WORK TO BE COMPLETED: Please find every line of the listing below where "Львівська" occurs and copy it.

+++++

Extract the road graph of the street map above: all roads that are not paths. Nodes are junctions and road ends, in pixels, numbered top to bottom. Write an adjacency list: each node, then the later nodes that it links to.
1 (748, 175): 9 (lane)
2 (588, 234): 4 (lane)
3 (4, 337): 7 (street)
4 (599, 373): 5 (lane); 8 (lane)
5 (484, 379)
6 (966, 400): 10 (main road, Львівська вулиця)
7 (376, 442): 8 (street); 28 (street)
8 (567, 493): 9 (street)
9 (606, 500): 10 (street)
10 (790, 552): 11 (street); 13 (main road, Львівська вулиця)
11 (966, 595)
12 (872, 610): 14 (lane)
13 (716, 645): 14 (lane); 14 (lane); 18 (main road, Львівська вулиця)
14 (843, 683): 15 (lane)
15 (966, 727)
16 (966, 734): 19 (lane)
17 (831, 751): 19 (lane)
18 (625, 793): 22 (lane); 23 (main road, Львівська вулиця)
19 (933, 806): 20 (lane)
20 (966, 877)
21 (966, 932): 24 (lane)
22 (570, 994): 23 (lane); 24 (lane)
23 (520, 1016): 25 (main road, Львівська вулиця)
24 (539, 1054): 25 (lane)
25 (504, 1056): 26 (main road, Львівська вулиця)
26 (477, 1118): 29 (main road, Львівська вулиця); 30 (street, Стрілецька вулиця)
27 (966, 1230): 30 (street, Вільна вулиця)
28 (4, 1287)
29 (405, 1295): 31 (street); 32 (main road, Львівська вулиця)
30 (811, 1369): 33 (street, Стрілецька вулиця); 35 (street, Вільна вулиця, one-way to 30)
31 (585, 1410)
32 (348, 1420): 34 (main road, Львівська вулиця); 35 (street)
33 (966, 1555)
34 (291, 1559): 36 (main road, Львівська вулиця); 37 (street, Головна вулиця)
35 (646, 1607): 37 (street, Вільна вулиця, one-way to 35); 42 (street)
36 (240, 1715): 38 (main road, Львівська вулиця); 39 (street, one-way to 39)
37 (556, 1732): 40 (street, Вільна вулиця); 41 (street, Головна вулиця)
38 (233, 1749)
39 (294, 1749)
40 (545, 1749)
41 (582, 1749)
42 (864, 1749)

+++++

REPLY:
6 (966, 400): 10 (main road, Львівська вулиця)
10 (790, 552): 11 (street); 13 (main road, Львівська вулиця)
13 (716, 645): 14 (lane); 14 (lane); 18 (main road, Львівська вулиця)
18 (625, 793): 22 (lane); 23 (main road, Львівська вулиця)
23 (520, 1016): 25 (main road, Львівська вулиця)
25 (504, 1056): 26 (main road, Львівська вулиця)
26 (477, 1118): 29 (main road, Львівська вулиця); 30 (street, Стрілецька вулиця)
29 (405, 1295): 31 (street); 32 (main road, Львівська вулиця)
32 (348, 1420): 34 (main road, Львівська вулиця); 35 (street)
34 (291, 1559): 36 (main road, Львівська вулиця); 37 (street, Головна вулиця)
36 (240, 1715): 38 (main road, Львівська вулиця); 39 (street, one-way to 39)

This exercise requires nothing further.